Artists Bio
Born in 1990, I grew up on the Outer Banks of North Carolina, as well as the Midwest, and have almost permanently had a pen in my hand since I was a child. My mother always encouraged my creativity, and would provide colored pencils and crayons, but it was her inky, fine tip pens and pocket journals that she carried with her that were my first gateway to art… they often wound up missing from her purse. This probably explains the origin of the bold linework seen throughout my paintings and illustrations.
After graduating high school in Iowa, I moved to Kansas City, Missouri to attend the Kansas City Art Institute, graduating in 2013 with my BFA emphasis in Painting. Since then, I’ve worked pretty much exclusively on private commissions and personal work. I moved to Portland in 2014 and spent five years working in early education as well as elementary tutoring.
When not working on illustrations or paintings, I enjoy exploring surface design projects such as batik and mask making. I spend much of my free time from work biking throughout the city, collecting vinyl, and (pre-COVID-19), going to the many shows and plays here.
Artist Statement:
I have always drawn and painted women. It feels as much a part of me to do so as anything else. For many years, I have been largely influenced by Art Nouveau and the Symbolist art movements, but more and more, my work leans towards an exploration of female archetypes in a vibrant, illustrative aesthetic. I want to represent feminine beauty and sexuality with a sense of playfulness.
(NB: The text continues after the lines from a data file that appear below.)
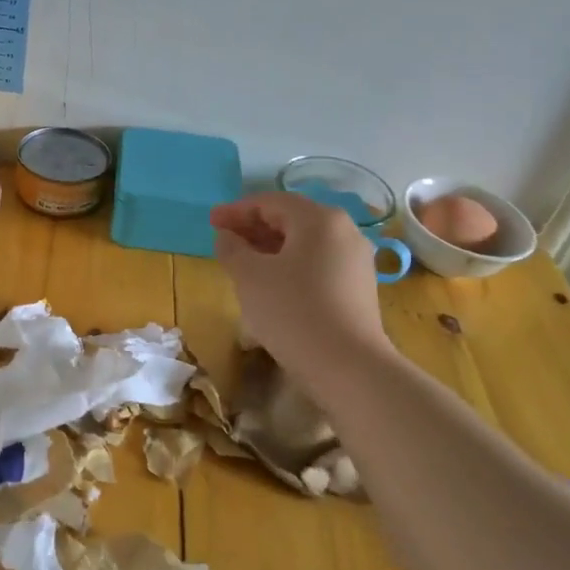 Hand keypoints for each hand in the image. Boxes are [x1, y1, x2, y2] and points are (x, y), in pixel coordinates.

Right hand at [211, 192, 388, 382]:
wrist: (347, 366)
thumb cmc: (292, 311)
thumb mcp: (250, 277)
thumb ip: (232, 249)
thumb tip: (227, 236)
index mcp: (319, 219)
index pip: (271, 202)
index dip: (237, 210)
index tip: (211, 221)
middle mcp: (344, 231)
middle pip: (291, 219)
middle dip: (254, 227)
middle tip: (223, 239)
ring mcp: (356, 261)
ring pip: (305, 244)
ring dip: (270, 248)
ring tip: (243, 262)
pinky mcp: (358, 288)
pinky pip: (317, 264)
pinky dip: (290, 265)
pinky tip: (271, 284) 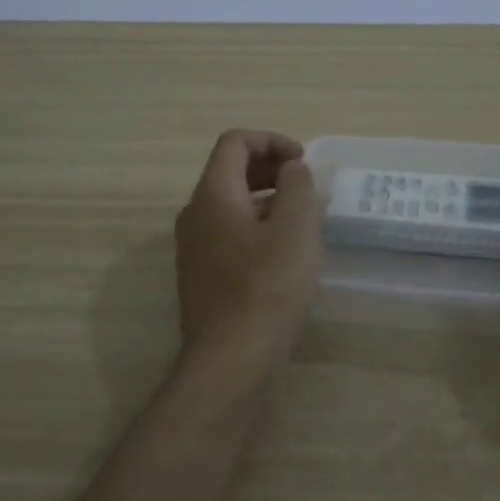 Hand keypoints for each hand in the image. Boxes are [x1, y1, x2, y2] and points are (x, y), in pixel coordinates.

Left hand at [174, 130, 322, 378]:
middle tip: (305, 184)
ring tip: (301, 217)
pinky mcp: (202, 275)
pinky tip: (282, 252)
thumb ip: (297, 187)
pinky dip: (255, 225)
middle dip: (269, 167)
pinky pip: (228, 233)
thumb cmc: (267, 288)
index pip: (234, 143)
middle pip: (229, 171)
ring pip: (229, 204)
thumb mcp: (295, 229)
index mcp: (213, 195)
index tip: (303, 162)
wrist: (231, 360)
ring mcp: (194, 247)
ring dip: (265, 198)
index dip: (271, 140)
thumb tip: (291, 169)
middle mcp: (195, 215) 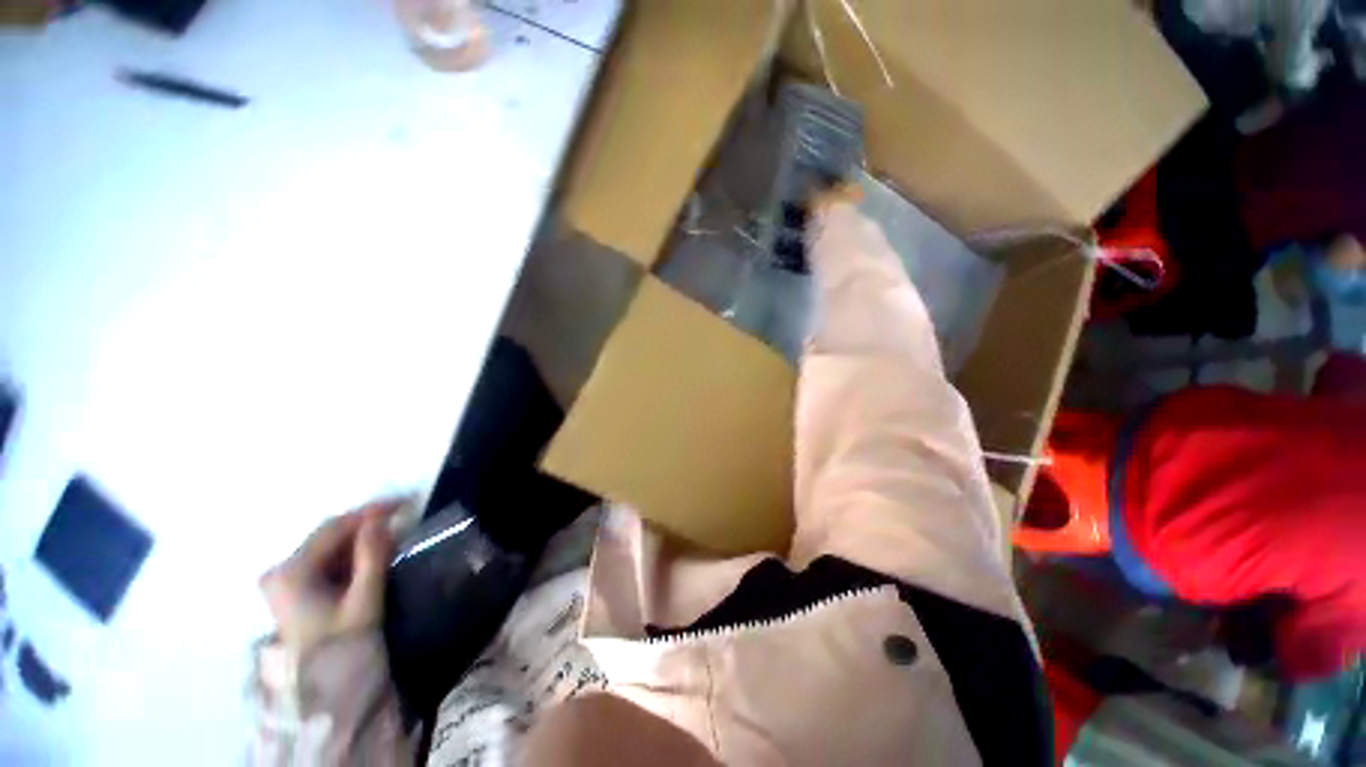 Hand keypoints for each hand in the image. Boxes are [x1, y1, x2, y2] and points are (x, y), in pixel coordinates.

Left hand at [260, 500, 401, 654]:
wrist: (321, 693)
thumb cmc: (342, 647)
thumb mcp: (363, 600)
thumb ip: (372, 556)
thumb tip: (382, 517)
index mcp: (292, 571)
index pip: (334, 527)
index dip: (371, 512)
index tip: (406, 502)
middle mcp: (281, 570)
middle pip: (329, 535)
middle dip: (366, 525)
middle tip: (403, 519)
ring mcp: (284, 581)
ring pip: (329, 547)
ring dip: (361, 540)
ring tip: (393, 537)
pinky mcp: (293, 590)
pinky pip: (325, 561)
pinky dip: (350, 555)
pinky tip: (371, 558) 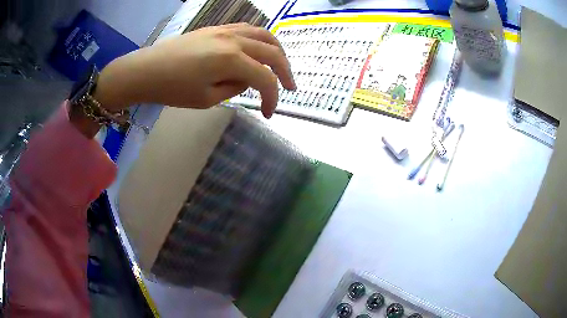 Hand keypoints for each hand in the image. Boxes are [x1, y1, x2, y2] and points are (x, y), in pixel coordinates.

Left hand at [96, 23, 295, 118]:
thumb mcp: (207, 99)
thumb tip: (246, 80)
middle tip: (289, 88)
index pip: (265, 79)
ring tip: (280, 64)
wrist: (147, 70)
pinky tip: (258, 48)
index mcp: (232, 60)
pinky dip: (260, 38)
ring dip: (277, 50)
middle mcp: (234, 40)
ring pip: (264, 34)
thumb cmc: (172, 89)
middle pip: (273, 52)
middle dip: (285, 72)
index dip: (272, 98)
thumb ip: (234, 88)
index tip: (269, 113)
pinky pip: (248, 28)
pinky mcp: (217, 28)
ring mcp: (226, 30)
My work is a collection of icon-like depictions of the figure, primarily female, in a non-specific narrative that tends to fuse relationships between a history of formal painting with beautiful linework. The representation of women as witches, goddesses, loners, and seductresses is of particular interest to me. The “pattern” surrounding most of the figures acts less like a wallpaper, giving depth and space to the image, and wants more to be an extension of the figure itself: The figure reigns supreme in a sense, but the ornamentation draping the figure desires attention and has a conviction towards hierarchical importance.
I strive for the viewer to find contentment in the simple notions of beauty and the “sensual woman.” The female form acts as its’ own obsession, both in the search of what feminine beauty means, and the empowered woman in all her manifestations.